THE TASK: If a line below contains "punkts", count it; then state how many such lines there are, and nothing else.

MATERIALS PROVIDED:
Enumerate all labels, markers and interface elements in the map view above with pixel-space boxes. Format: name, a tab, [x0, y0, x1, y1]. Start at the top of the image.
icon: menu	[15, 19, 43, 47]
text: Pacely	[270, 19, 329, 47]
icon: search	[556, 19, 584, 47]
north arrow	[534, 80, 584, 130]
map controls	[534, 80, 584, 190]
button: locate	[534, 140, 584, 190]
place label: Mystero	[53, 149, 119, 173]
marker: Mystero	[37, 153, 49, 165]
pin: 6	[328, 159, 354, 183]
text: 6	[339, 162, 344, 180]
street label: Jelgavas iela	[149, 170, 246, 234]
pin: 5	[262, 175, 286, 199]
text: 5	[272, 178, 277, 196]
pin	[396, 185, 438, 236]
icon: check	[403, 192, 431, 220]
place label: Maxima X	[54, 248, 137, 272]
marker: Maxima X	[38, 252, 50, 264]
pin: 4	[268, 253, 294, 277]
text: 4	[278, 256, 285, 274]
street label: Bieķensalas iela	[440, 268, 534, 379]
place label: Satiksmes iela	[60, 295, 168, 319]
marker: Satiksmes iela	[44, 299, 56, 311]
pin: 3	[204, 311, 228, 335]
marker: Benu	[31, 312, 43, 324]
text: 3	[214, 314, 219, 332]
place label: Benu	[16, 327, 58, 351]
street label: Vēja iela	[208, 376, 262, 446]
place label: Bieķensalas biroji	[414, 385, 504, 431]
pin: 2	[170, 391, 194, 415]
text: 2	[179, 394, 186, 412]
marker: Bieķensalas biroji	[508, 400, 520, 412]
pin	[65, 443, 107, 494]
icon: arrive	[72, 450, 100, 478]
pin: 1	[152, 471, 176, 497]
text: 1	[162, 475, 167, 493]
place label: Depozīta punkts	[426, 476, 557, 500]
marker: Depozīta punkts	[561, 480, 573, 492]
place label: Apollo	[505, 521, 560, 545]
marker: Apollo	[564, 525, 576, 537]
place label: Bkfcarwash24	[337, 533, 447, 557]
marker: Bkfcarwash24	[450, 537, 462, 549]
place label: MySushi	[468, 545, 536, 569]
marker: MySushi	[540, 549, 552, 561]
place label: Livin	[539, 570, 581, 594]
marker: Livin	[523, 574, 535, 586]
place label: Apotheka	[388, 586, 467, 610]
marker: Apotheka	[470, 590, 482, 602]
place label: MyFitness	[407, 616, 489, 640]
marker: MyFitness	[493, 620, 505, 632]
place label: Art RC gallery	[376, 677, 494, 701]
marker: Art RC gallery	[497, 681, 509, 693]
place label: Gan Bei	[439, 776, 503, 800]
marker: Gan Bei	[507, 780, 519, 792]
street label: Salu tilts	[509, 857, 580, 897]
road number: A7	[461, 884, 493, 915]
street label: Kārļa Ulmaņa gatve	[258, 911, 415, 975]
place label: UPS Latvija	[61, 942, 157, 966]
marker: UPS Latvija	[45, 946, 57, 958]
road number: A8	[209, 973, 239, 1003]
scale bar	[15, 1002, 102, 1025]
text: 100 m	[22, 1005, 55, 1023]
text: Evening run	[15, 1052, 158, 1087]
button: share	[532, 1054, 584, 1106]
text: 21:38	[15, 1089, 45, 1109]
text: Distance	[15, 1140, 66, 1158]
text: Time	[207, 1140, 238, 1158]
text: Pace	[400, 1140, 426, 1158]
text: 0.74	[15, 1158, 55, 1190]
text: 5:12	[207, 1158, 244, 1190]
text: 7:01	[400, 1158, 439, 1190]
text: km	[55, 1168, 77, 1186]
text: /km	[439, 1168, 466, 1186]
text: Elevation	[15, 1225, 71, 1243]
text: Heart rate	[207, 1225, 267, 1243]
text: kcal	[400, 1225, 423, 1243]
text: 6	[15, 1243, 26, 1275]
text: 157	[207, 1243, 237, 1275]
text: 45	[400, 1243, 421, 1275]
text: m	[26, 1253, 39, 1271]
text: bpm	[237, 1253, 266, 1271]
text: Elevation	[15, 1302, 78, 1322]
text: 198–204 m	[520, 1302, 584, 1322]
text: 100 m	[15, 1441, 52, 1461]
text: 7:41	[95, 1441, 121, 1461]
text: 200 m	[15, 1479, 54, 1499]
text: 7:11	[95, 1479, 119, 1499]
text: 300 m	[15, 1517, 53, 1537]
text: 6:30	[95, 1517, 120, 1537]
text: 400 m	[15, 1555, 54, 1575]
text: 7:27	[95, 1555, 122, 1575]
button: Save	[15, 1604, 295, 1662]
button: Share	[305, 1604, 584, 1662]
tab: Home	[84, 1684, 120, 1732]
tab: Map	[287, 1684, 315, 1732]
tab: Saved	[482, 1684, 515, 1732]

ANSWER SPACE: 2